> [What you will do]:
In the entries below, find each line with the word "lane" and pull it out.

Segment Start: Data supplied

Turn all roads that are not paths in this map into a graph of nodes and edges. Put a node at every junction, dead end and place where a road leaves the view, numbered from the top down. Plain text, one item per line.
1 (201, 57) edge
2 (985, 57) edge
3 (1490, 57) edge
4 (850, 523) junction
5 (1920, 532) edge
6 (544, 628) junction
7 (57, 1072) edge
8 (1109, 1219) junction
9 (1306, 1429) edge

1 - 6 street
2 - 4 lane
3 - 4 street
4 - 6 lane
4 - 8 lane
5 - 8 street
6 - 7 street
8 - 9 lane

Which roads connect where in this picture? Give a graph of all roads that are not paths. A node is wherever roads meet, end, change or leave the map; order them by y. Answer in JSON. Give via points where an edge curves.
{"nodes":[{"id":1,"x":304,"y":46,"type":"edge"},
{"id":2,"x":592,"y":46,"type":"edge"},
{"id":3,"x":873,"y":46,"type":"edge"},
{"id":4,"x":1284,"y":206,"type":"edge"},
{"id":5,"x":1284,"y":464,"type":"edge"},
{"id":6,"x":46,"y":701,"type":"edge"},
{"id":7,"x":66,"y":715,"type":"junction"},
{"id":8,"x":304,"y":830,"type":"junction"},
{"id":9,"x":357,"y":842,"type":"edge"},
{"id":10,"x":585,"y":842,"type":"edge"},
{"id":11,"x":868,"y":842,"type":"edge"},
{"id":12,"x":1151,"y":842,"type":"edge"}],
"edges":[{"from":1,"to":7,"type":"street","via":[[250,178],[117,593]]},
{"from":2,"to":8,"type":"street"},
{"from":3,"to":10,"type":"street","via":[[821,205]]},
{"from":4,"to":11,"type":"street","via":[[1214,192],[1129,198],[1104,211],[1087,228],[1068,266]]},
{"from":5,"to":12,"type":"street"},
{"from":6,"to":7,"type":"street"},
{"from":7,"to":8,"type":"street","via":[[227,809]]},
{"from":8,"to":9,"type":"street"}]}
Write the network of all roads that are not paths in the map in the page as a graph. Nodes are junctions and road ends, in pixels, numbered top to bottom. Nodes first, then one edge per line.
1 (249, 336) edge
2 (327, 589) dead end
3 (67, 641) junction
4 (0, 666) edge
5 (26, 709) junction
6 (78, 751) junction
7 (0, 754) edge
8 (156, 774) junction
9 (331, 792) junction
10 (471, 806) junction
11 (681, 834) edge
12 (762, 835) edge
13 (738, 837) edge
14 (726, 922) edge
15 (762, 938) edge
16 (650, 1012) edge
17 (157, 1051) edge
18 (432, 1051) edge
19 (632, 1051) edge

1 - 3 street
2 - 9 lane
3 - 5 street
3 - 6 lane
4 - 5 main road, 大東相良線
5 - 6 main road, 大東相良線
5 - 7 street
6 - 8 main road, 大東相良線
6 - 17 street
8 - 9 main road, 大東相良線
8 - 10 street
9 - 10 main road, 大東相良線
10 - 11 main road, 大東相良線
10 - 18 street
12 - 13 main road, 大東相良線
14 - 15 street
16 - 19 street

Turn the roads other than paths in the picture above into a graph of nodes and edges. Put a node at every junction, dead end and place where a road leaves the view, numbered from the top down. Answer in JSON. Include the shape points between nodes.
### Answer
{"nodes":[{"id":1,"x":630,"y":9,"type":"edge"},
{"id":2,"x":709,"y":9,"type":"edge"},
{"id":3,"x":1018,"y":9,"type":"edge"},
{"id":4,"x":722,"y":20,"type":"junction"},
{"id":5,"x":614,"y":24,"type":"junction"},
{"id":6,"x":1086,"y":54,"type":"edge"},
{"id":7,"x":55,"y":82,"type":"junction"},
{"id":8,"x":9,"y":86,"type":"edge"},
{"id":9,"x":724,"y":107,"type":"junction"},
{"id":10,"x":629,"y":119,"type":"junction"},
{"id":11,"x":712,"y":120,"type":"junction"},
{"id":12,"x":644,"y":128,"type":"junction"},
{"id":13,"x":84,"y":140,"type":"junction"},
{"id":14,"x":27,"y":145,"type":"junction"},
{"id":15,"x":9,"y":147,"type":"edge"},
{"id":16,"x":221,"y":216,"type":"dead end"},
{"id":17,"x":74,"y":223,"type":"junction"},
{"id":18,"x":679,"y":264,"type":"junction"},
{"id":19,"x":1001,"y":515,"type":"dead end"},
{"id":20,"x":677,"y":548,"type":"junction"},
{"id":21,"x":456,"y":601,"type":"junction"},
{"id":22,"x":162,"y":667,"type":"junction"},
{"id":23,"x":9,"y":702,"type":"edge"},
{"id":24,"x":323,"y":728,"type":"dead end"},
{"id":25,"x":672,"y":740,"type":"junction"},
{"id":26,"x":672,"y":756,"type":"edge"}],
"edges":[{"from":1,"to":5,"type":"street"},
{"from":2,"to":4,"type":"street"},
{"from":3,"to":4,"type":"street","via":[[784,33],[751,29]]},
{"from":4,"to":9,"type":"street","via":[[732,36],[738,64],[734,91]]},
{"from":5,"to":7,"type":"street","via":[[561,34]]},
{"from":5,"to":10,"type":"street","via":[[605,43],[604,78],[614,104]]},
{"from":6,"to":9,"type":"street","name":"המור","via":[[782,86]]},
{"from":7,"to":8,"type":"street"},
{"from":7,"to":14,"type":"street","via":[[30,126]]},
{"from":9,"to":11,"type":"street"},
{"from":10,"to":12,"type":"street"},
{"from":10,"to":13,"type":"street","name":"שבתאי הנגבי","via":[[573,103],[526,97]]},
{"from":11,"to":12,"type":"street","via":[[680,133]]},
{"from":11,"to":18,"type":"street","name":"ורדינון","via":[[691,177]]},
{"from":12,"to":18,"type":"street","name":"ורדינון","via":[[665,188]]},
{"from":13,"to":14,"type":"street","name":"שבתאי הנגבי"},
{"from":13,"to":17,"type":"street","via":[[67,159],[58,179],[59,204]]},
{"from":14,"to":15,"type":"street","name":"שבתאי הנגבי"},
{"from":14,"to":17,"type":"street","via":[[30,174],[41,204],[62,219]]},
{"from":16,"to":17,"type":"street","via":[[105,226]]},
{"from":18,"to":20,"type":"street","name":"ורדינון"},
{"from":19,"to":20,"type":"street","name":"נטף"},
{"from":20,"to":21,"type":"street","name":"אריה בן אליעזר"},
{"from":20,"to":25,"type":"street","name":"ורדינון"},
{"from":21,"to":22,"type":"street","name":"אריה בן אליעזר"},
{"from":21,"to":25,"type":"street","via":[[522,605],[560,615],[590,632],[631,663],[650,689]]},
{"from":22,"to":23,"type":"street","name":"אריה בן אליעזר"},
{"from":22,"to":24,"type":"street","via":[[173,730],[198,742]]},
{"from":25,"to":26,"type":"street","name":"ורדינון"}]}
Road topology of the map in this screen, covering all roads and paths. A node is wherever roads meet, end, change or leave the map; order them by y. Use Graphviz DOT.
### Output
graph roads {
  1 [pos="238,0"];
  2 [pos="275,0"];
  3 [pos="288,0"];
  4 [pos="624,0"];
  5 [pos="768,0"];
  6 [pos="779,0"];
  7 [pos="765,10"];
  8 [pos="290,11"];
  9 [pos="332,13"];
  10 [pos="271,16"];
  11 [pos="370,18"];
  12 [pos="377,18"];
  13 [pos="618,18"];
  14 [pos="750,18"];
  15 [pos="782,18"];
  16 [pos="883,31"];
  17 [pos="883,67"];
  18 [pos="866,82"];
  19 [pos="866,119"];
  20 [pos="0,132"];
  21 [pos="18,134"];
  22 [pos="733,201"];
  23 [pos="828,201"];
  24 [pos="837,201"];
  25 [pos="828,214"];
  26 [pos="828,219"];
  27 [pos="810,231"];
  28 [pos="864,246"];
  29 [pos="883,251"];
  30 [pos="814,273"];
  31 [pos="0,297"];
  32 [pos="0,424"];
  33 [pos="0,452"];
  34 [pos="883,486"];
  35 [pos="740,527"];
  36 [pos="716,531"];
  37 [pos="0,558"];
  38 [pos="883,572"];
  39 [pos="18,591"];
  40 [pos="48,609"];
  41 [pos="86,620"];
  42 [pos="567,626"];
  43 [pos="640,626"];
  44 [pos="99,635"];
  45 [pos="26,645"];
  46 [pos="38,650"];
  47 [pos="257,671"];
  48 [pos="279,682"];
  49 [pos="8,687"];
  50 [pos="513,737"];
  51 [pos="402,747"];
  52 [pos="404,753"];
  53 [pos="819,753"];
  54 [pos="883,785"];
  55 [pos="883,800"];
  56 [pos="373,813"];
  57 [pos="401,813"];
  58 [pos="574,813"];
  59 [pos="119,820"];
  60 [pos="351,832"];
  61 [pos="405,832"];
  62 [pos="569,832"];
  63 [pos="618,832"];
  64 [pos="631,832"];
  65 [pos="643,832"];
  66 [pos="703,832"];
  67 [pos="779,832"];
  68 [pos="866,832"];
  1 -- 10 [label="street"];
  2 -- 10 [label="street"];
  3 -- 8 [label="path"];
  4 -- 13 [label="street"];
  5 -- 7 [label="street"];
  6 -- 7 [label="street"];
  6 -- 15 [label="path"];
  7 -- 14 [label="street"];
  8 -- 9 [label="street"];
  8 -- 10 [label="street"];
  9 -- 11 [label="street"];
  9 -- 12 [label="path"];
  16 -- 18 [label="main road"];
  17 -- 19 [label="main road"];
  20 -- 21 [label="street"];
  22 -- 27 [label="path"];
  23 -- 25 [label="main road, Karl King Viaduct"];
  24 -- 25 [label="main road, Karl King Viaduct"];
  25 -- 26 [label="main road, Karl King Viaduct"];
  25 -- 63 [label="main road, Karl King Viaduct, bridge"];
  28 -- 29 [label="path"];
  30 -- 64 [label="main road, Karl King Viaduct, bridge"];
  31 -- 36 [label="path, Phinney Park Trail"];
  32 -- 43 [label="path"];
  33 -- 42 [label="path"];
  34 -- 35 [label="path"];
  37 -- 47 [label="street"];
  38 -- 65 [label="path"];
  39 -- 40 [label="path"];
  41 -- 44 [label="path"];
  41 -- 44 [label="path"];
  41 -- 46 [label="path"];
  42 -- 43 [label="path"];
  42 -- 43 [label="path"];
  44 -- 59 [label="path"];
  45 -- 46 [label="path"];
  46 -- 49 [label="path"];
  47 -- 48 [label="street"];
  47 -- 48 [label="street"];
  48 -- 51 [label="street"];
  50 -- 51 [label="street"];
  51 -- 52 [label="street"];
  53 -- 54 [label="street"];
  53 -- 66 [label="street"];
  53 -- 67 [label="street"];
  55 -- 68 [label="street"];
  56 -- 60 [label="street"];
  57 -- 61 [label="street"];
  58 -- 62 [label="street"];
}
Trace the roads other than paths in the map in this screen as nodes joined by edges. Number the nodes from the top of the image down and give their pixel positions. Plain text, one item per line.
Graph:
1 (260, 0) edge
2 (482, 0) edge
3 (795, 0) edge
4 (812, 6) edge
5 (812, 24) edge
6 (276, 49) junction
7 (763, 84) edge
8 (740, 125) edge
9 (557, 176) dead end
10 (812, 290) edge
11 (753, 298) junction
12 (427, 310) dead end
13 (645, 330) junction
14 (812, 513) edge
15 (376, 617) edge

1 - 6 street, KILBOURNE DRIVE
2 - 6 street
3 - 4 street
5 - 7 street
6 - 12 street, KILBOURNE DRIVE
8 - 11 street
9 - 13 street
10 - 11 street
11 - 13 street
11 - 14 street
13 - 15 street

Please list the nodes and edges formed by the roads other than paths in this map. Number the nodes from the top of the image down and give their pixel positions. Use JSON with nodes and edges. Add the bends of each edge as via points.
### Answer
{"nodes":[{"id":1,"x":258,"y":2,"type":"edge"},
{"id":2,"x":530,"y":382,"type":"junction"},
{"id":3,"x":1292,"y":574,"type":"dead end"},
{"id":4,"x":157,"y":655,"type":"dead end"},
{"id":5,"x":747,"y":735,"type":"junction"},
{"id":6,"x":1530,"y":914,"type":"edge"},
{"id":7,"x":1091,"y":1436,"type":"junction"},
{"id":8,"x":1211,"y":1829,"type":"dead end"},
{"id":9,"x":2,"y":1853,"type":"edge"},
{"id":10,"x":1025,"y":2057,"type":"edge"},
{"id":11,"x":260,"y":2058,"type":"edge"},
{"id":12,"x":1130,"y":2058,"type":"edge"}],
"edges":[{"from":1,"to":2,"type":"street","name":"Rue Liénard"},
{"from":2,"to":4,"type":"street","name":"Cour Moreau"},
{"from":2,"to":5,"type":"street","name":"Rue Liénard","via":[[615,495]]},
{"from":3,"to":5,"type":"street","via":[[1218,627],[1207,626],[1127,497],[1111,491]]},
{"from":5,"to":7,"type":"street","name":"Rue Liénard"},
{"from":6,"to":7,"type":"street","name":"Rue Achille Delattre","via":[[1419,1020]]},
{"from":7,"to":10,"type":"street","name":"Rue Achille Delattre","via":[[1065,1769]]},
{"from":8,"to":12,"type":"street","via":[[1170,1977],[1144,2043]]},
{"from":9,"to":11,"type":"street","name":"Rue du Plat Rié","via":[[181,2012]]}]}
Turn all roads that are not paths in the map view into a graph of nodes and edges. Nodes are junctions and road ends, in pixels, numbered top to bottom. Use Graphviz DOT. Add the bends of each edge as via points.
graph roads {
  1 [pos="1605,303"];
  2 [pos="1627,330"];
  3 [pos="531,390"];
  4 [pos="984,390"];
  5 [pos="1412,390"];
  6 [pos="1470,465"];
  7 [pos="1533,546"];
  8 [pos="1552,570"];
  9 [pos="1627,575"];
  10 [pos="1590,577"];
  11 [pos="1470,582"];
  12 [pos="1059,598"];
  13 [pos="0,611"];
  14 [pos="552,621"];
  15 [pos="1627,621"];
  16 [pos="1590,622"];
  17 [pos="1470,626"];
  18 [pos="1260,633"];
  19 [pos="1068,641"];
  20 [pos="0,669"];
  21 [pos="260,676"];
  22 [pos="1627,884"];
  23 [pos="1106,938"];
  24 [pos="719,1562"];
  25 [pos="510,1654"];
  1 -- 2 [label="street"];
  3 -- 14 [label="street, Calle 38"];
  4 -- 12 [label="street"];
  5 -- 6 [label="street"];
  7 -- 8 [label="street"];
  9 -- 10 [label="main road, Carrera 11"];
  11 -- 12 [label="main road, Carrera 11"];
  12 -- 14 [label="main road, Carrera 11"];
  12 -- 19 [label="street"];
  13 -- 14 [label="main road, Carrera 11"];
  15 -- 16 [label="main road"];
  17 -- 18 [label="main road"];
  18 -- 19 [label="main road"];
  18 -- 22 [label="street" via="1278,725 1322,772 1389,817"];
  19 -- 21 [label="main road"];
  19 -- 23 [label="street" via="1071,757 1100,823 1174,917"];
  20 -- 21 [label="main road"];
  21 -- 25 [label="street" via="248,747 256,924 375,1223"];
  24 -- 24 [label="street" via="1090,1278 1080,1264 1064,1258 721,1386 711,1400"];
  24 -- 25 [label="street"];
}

Segment End: Data supplied

> [Exercise output]:
2 - 4 lane
4 - 6 lane
4 - 8 lane
8 - 9 lane
2 - 9 lane
3 - 6 lane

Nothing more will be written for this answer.